To innovate, you have to be inspired.
Easy to say, less easy to do.
Especially when innovation is subject to constraints, sometimes strict ones.
This is the case of commissioned works. These works are made for a particular person or entity and therefore meet certain requirements.
This most often translates into specific iconography.
For example, one of my clients wanted a work that expressed the idea of a spiritual journey.
To answer his request, I conducted an interview to understand what he put behind his words, his intention and the destination of this work.
Because the work serves a discourse, an intention, intellectual, spiritual and emotional.
Inspiration, the first step in creation, is a movement.

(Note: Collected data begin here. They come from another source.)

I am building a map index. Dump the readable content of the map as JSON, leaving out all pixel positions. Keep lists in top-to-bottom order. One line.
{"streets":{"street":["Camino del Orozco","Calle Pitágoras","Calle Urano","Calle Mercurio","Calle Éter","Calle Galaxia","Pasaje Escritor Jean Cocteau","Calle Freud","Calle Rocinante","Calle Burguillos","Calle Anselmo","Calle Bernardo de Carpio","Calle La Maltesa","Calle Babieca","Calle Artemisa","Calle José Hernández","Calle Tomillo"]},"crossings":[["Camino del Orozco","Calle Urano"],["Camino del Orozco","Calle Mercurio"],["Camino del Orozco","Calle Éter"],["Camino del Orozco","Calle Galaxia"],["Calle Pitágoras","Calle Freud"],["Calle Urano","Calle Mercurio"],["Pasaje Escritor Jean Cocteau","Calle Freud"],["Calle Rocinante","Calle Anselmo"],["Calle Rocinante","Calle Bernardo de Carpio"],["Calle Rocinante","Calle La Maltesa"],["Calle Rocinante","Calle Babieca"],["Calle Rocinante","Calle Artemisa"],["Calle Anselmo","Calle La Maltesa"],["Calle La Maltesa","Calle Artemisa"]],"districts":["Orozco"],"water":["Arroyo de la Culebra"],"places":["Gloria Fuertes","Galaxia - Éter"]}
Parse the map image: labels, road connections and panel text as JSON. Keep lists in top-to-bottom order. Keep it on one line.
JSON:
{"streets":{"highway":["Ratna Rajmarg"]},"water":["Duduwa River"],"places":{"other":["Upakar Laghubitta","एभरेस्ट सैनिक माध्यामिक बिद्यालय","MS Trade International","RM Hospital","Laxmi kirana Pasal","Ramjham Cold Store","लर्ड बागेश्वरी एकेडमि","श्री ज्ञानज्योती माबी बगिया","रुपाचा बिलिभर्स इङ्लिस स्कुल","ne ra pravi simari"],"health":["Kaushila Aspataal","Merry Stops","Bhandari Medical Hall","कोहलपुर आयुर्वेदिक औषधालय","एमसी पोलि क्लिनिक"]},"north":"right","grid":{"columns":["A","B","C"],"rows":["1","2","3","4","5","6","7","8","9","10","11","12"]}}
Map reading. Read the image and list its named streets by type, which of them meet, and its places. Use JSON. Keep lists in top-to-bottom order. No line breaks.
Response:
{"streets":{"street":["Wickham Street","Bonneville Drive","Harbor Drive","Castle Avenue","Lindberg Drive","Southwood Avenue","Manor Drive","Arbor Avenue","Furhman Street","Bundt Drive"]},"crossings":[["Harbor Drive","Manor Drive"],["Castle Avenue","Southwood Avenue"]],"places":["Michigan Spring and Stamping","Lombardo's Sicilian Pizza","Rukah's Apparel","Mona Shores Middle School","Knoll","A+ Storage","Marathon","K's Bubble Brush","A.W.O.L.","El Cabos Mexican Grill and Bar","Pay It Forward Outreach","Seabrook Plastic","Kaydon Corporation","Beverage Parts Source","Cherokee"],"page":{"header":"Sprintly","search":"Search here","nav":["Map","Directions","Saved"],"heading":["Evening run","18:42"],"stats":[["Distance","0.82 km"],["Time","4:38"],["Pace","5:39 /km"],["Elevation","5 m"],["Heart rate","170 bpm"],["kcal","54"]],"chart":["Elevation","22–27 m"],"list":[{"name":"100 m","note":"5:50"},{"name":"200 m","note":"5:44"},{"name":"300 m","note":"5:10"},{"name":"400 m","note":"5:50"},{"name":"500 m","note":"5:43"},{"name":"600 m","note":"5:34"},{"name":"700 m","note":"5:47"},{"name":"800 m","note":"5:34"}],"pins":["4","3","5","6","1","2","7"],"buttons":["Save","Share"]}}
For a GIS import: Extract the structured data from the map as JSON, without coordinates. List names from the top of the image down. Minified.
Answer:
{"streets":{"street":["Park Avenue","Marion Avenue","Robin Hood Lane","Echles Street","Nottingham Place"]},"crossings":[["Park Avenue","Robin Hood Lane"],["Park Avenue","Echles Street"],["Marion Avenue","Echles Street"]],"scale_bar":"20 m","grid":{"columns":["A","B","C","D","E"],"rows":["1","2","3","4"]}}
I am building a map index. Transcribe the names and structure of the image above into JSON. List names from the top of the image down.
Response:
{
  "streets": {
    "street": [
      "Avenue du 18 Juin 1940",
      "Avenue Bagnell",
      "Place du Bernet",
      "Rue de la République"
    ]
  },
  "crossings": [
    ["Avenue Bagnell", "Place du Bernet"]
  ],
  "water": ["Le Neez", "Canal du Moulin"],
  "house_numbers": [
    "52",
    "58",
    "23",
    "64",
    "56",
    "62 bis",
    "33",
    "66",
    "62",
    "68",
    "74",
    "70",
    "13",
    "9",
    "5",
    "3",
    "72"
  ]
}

In painting, it is that of the mind towards the hand, then from the hand towards the canvas.
When the mind descends towards the concrete, towards the physical reality of the canvas, it translates ideas into forms; like language, these forms are articulated in a coherent whole and aim, in my works, for harmony.
It is supported by color, whose symbolic meaning adds an ontological and emotional dimension to the work.
The combination of these already existing elements creates new, unprecedented combinations: this is the heart of innovation.
Picasso said: “Good artists copy, great artists steal.”
Steve Jobs added: “We've always been ashamed of stealing great ideas... I think part of what made the Macintosh great was that the people who worked on it were musicians, poets, artists, zoologists and historians who also happened to be the best computer scientists in the world.”